For the Soviets, the standoff brought increasing world attention to their continuing crackdown on the practice of any religion, especially Christianity. While religious organizations could seek registration with the government, the restrictions that came with registration were so limiting that they were tantamount to banning religion altogether.

“You couldn’t hold religious services in public,” said Baran. “They had to be in a designated house of prayer. You couldn’t perform charity work. You couldn’t proselytize. You couldn’t hold special youth group or children’s activities.”
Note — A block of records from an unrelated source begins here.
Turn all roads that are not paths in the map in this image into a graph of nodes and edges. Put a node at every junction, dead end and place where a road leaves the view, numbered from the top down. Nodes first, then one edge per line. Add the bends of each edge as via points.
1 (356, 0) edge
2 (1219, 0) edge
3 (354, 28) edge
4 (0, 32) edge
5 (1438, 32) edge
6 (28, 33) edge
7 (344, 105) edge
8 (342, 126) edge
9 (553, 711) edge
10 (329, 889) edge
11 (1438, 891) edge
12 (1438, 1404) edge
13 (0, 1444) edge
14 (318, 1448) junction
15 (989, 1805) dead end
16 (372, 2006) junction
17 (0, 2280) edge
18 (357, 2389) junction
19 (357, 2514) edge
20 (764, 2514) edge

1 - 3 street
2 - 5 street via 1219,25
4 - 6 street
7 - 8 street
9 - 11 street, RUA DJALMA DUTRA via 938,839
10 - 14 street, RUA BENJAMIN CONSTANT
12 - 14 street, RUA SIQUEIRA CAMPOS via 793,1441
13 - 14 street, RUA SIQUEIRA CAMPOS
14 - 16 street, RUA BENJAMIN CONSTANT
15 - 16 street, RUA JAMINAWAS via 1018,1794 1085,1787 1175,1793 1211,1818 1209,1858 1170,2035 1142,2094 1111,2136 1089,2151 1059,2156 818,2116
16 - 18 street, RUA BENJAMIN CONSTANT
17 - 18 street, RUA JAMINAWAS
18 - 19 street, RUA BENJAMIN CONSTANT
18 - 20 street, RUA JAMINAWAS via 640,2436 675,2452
In 1982, following a hunger strike, one of the “seven” had to be hospitalized. After she recovered, she was returned to her home, but the publicity surrounding her plight finally put pressure on the Soviets to negotiate in good faith. Ultimately, the seven and several dozen other Pentecostals were allowed to leave the USSR in June 1983.

“It touches on a lot of bigger issues, in particular, this transnational movement by Christians in the West, in Europe and the United States, and Soviet Christians to try to work together on issues of human rights and religious freedom behind the Iron Curtain,” Baran said.

While the implications for world and religious history are important to Baran, it is equally important to her to make sure those who endured the ordeal are paramount in her work.

“I think their story is just so compelling on a human level that I want to be able to tell it in a way that doesn’t lose that, that retains a very personal dimension,” she said.

Baran earned her bachelor’s degree from Macalester College in 2003 and her master’s degree and doctorate from the University of North Carolina in 2006 and 2011, respectively. Her areas of expertise include the Soviet Union, the post-Soviet world, religious history, human rights and church-state relations.